== Segment start ==
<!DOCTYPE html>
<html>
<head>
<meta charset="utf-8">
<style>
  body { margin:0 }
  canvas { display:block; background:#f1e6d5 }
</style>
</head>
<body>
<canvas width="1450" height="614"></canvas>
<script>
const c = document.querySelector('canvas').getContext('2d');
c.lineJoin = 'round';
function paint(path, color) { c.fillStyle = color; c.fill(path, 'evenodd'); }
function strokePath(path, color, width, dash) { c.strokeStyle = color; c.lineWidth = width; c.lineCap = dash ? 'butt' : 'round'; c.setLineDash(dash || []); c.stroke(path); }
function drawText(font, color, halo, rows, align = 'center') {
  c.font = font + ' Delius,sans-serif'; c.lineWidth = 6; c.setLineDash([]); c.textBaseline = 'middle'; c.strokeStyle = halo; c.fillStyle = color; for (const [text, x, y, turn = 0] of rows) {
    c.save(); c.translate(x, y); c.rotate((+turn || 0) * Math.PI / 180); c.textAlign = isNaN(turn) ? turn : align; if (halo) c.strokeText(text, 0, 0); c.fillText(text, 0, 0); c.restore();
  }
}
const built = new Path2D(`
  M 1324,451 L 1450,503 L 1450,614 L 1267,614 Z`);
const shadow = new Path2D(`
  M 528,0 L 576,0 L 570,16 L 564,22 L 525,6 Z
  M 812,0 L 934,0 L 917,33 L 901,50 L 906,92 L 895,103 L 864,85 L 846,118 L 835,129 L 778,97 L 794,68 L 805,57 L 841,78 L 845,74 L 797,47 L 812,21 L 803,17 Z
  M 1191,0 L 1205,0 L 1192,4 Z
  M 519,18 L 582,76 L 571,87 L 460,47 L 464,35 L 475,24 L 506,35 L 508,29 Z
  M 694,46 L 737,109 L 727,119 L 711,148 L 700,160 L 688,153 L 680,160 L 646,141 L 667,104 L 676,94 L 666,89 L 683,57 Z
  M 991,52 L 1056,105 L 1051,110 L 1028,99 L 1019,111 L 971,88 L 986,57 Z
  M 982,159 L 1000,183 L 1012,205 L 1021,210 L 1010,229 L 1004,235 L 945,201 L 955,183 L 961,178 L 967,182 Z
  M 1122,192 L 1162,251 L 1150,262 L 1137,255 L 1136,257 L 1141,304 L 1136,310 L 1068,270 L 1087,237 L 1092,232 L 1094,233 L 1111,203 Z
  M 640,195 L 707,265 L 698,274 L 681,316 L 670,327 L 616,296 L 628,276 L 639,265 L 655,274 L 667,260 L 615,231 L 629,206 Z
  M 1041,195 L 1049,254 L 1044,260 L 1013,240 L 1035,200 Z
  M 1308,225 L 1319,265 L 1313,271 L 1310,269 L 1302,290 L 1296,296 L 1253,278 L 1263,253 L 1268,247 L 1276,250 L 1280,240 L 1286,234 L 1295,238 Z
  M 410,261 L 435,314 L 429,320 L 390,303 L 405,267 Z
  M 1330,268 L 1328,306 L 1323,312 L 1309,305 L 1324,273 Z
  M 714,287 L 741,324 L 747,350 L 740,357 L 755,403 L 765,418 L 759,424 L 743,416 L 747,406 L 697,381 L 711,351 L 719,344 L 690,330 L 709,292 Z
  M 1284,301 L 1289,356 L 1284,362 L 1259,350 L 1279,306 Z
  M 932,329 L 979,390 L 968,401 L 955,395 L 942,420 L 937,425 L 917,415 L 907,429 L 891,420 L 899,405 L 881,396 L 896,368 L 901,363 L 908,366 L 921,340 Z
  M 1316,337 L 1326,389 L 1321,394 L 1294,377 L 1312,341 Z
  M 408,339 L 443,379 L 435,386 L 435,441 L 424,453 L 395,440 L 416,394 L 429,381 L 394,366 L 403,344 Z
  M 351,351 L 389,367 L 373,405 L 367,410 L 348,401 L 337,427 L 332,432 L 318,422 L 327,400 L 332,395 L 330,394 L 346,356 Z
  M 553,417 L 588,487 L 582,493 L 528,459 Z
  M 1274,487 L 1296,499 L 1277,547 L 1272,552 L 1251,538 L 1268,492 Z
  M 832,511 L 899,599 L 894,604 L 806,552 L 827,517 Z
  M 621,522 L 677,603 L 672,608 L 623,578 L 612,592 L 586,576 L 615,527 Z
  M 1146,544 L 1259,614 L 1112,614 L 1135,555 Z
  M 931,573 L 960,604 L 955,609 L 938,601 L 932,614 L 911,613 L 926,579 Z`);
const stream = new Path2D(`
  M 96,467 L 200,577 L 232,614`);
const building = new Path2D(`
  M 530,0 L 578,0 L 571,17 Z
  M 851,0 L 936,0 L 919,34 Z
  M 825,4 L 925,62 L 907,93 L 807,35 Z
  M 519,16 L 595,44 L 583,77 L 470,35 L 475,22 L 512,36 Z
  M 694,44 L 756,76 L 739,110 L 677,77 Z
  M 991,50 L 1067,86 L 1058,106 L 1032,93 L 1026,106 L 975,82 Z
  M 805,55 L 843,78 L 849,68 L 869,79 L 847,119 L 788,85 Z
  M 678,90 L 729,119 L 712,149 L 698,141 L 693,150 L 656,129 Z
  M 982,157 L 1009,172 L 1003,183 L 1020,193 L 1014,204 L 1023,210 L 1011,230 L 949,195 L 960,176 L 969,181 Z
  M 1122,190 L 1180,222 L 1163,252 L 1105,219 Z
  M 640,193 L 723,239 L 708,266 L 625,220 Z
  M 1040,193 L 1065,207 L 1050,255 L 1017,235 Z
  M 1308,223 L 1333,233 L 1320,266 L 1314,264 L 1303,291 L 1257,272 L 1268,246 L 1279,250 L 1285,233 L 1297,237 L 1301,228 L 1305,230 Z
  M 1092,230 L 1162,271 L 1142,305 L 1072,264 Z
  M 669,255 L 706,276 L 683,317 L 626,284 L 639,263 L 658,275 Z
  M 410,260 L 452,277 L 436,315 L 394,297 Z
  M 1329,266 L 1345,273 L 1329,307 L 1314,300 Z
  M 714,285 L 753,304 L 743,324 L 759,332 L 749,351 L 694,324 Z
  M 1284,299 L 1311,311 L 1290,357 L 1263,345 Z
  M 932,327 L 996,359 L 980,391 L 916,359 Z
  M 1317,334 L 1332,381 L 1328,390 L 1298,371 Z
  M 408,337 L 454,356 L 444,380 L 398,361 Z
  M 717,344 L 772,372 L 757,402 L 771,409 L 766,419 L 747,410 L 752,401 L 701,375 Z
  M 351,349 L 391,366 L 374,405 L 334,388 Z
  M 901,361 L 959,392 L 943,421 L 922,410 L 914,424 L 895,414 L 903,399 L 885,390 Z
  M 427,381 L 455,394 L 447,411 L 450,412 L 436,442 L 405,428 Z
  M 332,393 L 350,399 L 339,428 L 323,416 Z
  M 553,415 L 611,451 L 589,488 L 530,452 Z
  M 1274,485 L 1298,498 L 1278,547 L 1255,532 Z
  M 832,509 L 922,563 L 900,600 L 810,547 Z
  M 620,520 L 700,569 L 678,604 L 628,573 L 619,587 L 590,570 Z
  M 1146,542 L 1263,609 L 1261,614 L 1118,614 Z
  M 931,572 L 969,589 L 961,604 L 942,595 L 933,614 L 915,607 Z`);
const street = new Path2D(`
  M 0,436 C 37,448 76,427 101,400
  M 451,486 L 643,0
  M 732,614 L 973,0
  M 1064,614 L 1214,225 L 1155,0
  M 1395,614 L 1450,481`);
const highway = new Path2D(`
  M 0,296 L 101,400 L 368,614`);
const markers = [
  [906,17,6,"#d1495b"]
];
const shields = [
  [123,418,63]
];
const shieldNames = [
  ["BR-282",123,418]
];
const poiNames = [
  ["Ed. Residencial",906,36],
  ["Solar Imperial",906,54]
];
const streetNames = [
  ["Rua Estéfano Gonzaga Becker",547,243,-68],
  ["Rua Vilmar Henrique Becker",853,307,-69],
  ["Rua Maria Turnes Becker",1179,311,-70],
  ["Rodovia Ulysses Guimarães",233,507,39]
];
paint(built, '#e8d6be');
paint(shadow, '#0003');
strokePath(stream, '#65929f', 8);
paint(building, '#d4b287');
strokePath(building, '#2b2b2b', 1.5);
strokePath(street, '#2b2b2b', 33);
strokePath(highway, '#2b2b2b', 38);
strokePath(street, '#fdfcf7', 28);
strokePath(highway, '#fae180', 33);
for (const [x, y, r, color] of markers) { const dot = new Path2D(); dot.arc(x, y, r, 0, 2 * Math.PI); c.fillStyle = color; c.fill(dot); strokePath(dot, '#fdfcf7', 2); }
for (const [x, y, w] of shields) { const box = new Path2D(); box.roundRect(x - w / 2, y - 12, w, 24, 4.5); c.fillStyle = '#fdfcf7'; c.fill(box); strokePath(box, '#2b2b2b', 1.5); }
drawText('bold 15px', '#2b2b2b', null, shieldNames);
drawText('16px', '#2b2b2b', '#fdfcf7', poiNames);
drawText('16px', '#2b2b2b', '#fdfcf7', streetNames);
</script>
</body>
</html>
== Segment end ==
**WHAT IS REQUIRED**.
Apply a filter for "function" to the entries and show each line that passes.

**RESPONSE BELOW**.
function paint(path, color) { c.fillStyle = color; c.fill(path, 'evenodd'); }
function strokePath(path, color, width, dash) { c.strokeStyle = color; c.lineWidth = width; c.lineCap = dash ? 'butt' : 'round'; c.setLineDash(dash || []); c.stroke(path); }
function drawText(font, color, halo, rows, align = 'center') {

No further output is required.